- **Problem statement**
Copy each line of the entries below that contains the string "Esmeralda".
Input data Block Start
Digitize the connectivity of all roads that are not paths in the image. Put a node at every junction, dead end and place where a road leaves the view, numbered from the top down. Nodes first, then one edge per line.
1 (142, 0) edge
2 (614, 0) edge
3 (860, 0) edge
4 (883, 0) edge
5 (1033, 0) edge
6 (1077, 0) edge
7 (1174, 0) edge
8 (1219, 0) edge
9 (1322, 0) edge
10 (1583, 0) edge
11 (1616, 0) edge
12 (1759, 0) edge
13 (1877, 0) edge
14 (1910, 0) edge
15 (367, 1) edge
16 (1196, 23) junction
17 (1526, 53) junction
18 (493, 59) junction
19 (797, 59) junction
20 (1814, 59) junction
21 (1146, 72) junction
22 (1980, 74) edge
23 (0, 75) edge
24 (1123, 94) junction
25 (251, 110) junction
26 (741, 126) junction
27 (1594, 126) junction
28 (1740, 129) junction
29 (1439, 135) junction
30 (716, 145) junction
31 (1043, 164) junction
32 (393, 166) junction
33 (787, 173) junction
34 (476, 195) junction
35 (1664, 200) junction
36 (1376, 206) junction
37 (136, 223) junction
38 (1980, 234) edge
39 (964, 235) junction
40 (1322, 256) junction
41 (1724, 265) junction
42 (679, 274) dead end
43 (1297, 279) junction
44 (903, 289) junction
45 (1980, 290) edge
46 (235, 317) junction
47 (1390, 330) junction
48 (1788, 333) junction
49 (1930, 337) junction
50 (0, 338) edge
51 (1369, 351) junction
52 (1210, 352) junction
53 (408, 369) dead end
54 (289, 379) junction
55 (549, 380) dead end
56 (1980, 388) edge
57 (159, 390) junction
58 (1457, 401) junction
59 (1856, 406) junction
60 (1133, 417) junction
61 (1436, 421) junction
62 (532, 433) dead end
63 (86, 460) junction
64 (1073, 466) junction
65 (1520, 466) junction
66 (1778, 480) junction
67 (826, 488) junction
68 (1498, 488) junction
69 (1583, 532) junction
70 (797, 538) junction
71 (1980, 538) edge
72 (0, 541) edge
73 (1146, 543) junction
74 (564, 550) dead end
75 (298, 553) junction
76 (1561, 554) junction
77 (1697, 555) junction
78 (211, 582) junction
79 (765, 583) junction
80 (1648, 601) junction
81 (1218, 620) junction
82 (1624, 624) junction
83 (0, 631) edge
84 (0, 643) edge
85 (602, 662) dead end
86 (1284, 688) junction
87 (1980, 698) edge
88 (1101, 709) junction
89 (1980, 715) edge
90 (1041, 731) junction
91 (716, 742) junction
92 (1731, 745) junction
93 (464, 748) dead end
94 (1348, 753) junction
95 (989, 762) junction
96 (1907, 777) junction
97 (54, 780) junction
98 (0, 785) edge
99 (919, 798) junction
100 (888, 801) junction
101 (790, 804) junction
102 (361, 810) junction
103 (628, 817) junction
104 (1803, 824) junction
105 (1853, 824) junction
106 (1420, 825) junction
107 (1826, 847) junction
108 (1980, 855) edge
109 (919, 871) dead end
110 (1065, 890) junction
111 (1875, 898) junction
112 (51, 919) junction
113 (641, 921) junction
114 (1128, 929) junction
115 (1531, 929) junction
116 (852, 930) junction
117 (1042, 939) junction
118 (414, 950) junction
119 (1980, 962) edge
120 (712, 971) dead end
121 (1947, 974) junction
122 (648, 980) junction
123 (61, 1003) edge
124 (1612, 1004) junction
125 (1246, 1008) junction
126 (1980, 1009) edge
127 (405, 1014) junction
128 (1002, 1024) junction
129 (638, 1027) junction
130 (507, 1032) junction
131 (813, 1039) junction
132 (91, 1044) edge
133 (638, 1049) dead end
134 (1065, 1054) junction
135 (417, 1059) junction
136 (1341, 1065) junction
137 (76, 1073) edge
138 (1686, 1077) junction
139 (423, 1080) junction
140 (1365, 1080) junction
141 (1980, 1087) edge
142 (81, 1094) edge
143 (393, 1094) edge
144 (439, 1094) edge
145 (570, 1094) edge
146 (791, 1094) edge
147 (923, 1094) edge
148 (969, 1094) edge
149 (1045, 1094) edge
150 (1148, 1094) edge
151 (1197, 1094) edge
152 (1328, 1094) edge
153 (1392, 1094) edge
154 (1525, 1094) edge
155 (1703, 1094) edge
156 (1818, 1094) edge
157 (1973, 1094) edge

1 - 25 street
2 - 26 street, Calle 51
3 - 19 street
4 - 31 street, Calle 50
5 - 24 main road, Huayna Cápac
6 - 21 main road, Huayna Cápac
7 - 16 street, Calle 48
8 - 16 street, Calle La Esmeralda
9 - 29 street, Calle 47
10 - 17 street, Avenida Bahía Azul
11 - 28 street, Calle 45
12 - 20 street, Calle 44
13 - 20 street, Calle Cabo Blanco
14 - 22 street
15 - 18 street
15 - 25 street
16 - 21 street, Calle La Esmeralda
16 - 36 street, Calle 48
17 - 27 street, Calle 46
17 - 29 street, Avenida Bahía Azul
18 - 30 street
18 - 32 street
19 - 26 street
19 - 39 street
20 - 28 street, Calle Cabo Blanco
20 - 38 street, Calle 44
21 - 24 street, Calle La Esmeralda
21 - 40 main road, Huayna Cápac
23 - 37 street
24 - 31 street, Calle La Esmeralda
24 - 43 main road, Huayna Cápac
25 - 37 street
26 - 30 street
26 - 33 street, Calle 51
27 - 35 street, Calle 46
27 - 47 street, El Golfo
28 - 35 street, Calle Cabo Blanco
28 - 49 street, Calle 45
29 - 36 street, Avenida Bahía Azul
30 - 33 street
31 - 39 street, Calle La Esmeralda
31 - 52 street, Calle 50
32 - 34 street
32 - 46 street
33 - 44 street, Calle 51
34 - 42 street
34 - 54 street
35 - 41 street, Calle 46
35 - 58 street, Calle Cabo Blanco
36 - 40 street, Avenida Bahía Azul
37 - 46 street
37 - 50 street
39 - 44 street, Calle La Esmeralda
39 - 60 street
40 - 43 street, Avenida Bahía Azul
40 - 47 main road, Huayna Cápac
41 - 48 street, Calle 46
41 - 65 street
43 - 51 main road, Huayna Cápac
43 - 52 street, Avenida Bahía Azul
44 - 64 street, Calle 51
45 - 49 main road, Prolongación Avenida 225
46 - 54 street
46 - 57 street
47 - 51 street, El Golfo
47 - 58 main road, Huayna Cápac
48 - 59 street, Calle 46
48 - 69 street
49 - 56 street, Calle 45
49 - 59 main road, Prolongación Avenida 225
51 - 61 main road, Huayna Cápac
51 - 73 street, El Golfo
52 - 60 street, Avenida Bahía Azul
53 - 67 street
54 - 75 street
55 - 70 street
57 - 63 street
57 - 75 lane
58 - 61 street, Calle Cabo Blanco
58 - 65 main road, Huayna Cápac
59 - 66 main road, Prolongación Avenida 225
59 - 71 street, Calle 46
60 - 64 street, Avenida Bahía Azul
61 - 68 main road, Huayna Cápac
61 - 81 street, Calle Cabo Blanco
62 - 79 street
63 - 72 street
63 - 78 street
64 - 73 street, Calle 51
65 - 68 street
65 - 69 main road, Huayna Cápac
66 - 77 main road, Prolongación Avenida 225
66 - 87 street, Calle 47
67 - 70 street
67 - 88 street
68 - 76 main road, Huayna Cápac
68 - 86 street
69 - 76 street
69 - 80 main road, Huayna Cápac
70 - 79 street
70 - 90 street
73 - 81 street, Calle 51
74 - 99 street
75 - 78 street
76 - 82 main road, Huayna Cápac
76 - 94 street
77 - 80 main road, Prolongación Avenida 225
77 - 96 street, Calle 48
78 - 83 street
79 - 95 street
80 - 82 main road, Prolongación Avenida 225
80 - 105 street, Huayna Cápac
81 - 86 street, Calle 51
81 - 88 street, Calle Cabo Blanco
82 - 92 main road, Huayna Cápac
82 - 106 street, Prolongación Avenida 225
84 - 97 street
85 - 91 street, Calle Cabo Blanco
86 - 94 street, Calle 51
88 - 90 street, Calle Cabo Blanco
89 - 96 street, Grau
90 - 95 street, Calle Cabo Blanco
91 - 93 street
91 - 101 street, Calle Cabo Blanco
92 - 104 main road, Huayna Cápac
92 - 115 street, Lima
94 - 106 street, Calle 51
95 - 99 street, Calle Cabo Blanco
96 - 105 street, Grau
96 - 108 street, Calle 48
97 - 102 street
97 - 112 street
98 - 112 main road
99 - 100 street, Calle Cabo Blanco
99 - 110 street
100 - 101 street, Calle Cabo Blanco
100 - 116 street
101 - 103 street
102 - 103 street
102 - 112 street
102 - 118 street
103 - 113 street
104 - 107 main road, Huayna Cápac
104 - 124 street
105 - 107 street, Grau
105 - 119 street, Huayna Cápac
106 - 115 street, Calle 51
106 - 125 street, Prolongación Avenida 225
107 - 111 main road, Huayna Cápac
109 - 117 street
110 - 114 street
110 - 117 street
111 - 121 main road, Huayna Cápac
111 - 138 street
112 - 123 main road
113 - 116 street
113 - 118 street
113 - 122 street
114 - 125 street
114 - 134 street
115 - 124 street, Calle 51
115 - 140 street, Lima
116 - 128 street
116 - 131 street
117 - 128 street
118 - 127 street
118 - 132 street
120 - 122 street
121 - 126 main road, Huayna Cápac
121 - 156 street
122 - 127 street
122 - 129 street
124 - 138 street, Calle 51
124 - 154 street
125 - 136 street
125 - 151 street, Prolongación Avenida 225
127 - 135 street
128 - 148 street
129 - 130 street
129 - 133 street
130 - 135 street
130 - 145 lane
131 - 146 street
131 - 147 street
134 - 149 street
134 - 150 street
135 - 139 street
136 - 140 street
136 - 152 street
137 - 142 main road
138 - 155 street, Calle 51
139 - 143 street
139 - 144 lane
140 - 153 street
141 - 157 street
Input data Block End
- **Response area**
8 - 16 street, Calle La Esmeralda
16 - 21 street, Calle La Esmeralda
21 - 24 street, Calle La Esmeralda
24 - 31 street, Calle La Esmeralda
31 - 39 street, Calle La Esmeralda
39 - 44 street, Calle La Esmeralda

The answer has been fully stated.